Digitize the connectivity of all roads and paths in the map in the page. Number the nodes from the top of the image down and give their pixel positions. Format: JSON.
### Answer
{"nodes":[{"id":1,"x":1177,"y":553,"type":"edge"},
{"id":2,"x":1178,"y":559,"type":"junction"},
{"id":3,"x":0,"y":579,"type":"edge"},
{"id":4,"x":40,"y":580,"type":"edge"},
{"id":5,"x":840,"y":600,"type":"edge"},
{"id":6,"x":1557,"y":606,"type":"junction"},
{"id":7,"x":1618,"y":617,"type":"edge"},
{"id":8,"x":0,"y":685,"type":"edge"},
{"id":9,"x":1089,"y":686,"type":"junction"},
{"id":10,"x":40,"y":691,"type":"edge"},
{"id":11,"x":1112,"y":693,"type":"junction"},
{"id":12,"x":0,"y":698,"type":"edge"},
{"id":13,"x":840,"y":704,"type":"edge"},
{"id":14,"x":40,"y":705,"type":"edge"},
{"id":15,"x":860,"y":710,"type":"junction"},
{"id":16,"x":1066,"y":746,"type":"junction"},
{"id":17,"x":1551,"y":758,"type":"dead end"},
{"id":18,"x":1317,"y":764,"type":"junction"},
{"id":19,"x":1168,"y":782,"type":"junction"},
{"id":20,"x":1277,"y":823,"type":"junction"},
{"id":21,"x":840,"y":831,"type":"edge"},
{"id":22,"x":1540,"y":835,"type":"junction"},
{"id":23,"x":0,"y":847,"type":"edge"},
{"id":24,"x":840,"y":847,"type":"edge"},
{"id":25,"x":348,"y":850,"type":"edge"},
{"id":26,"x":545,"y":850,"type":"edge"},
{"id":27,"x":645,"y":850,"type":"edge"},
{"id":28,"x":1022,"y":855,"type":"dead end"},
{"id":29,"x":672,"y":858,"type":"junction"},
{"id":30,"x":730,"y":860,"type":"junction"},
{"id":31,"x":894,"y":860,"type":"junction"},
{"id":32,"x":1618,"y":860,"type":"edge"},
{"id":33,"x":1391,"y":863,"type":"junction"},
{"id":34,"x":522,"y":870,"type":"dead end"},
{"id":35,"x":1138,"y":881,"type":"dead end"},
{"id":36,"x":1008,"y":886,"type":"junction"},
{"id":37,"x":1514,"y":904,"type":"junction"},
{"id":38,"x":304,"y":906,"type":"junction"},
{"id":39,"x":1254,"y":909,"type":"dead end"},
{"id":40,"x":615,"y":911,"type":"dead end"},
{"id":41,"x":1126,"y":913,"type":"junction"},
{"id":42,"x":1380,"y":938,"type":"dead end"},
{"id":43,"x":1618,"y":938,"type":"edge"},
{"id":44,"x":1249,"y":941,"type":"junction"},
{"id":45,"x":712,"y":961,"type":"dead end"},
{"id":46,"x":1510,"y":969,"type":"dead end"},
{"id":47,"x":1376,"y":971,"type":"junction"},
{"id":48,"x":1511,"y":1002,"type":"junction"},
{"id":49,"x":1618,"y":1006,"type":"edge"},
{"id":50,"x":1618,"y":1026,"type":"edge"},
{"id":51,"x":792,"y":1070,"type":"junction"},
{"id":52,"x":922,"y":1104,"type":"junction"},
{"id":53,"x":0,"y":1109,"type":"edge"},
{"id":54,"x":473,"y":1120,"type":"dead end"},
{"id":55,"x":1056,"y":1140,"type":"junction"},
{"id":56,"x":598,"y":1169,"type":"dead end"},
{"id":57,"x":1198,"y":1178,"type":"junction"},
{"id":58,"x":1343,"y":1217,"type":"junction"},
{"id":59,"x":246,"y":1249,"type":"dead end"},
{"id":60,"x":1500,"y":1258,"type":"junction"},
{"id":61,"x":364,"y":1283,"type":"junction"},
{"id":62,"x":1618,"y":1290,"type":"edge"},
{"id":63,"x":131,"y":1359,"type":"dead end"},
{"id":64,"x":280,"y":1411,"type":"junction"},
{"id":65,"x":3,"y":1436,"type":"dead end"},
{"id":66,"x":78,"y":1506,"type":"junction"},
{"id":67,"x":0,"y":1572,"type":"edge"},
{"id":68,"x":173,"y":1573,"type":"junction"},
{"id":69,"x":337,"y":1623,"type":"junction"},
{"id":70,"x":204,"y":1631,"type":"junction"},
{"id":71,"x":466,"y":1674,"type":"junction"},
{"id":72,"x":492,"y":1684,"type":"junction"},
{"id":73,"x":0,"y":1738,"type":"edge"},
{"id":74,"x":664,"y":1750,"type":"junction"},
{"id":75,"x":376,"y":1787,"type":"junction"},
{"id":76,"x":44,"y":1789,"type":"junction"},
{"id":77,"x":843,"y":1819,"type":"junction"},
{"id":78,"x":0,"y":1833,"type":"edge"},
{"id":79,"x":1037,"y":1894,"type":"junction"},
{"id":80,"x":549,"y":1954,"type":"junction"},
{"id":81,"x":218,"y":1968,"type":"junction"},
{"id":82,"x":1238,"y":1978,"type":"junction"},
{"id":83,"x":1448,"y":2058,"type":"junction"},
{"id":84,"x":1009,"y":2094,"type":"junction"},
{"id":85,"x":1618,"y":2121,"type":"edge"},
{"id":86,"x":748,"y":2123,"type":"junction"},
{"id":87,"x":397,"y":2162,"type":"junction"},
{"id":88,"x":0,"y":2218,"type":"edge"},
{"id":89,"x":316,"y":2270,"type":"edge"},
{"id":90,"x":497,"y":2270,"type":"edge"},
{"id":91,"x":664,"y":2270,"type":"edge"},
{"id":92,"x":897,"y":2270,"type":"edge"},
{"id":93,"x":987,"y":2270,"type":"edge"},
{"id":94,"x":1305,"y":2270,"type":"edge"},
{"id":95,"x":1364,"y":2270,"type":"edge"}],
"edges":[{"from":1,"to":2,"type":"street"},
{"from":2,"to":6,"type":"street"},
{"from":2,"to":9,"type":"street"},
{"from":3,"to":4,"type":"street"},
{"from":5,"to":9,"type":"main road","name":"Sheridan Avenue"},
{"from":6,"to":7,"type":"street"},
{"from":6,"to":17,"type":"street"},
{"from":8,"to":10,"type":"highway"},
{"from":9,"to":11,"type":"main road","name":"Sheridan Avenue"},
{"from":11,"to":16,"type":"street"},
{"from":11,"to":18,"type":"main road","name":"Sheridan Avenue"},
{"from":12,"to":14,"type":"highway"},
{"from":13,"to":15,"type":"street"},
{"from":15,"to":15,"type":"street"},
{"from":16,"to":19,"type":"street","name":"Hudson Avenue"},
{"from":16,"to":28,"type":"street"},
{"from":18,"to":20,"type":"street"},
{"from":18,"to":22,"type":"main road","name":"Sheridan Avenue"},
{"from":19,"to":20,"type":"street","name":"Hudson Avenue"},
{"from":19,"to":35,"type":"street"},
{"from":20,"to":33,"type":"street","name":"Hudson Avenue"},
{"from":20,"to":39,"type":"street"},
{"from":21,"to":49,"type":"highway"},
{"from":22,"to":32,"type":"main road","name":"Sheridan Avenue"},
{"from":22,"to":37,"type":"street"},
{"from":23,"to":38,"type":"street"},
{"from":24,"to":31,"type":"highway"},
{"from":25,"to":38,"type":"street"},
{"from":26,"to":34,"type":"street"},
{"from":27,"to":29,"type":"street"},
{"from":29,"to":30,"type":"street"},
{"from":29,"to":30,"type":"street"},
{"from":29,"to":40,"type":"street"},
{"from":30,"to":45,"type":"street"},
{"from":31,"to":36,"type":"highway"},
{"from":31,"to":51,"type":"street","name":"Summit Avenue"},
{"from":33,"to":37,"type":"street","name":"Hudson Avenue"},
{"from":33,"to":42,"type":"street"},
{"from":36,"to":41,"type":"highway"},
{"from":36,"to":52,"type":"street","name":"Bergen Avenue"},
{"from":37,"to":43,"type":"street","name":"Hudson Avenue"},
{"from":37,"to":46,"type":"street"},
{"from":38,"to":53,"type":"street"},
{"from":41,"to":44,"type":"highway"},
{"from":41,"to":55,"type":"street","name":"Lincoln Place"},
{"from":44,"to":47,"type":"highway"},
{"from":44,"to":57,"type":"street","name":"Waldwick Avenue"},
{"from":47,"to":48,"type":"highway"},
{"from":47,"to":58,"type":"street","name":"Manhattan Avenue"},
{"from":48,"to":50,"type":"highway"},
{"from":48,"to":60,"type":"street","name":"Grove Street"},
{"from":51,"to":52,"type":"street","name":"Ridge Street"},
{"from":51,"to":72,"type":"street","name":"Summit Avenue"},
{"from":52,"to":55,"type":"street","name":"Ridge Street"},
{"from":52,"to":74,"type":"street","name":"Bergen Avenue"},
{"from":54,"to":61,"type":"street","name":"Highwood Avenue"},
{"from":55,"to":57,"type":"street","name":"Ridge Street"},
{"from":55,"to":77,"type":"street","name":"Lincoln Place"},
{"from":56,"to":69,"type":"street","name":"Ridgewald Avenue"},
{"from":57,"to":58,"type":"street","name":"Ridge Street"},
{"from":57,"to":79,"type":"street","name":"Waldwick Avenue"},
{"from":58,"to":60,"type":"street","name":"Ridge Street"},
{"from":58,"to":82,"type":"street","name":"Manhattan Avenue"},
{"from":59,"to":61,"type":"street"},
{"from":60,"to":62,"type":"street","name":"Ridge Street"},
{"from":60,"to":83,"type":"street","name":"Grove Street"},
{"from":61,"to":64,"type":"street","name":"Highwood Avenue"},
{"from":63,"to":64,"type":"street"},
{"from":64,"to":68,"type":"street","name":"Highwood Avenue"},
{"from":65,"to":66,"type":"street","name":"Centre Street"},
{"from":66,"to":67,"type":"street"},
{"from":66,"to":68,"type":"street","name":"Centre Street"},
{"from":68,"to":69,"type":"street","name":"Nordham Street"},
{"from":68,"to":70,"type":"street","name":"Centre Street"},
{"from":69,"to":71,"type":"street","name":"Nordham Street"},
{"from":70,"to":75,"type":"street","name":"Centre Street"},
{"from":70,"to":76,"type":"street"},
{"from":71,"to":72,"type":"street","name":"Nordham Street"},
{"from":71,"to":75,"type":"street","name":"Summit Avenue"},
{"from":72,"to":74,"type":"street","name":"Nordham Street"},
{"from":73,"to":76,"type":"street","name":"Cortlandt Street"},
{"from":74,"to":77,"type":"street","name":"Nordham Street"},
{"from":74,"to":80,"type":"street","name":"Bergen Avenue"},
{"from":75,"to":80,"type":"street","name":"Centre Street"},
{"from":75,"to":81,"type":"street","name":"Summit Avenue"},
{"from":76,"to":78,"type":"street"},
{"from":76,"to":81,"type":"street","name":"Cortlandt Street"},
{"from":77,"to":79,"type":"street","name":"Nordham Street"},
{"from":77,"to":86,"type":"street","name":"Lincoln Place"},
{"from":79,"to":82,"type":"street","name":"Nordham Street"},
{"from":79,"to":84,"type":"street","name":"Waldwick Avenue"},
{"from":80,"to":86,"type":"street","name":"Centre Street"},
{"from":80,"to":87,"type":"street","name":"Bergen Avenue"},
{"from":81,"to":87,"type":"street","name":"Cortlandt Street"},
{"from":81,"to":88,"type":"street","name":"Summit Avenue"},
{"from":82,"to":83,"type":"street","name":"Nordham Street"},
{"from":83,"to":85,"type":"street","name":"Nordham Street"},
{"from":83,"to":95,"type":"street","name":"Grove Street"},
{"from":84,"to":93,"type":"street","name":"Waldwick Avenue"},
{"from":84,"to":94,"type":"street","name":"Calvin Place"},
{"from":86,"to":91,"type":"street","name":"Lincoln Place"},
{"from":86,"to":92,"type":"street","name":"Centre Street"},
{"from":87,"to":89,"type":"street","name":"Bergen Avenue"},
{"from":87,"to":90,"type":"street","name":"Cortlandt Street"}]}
***
■ Problem to solve: Copy each line above containing the string "Hudson".

■ Exercise solution:
{"from":16,"to":19,"type":"street","name":"Hudson Avenue"},
{"from":19,"to":20,"type":"street","name":"Hudson Avenue"},
{"from":20,"to":33,"type":"street","name":"Hudson Avenue"},
{"from":33,"to":37,"type":"street","name":"Hudson Avenue"},
{"from":37,"to":43,"type":"street","name":"Hudson Avenue"},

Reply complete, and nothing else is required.